- **EXERCISE**:
In the entries below, count each line holding the word "pinky". Answer with the total alone.

[LISTED RECORDS]

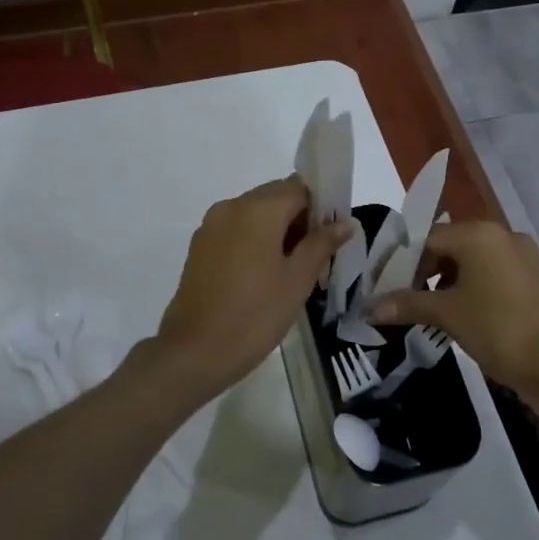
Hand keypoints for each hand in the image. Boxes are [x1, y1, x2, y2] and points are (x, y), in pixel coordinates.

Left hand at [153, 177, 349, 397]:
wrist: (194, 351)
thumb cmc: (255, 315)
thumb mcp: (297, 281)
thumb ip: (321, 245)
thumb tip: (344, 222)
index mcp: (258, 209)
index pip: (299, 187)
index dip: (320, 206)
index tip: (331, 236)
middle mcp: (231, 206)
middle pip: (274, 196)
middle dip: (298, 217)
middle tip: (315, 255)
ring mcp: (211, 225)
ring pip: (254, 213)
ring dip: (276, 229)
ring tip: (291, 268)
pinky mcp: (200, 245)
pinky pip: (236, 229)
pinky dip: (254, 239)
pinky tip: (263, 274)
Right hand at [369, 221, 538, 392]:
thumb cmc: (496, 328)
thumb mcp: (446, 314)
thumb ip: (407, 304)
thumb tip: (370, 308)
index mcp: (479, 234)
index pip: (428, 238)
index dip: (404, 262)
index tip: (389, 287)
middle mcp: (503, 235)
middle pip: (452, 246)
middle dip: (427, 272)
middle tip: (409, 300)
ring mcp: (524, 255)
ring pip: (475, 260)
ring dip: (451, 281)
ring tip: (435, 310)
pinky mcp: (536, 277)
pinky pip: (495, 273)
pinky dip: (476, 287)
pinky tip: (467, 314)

[/LISTED RECORDS]
[LISTED RECORDS]

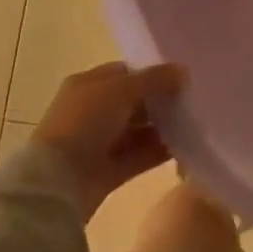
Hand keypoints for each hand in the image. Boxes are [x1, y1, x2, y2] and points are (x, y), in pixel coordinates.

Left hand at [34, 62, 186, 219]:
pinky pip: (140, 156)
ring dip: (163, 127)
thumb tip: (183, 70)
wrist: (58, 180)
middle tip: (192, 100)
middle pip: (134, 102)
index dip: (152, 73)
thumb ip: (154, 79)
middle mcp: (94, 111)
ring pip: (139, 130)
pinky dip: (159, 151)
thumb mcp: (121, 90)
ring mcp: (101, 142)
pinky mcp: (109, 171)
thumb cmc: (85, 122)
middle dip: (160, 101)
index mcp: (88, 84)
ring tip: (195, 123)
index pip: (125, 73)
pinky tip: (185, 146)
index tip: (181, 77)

[/LISTED RECORDS]
[LISTED RECORDS]

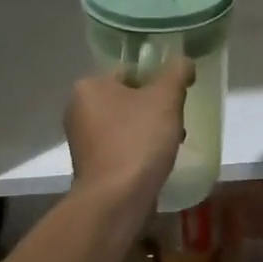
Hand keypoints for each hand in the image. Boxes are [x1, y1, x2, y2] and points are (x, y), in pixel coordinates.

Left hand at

[/LISTED RECORDS]

- **WRITTEN ANSWER**:
12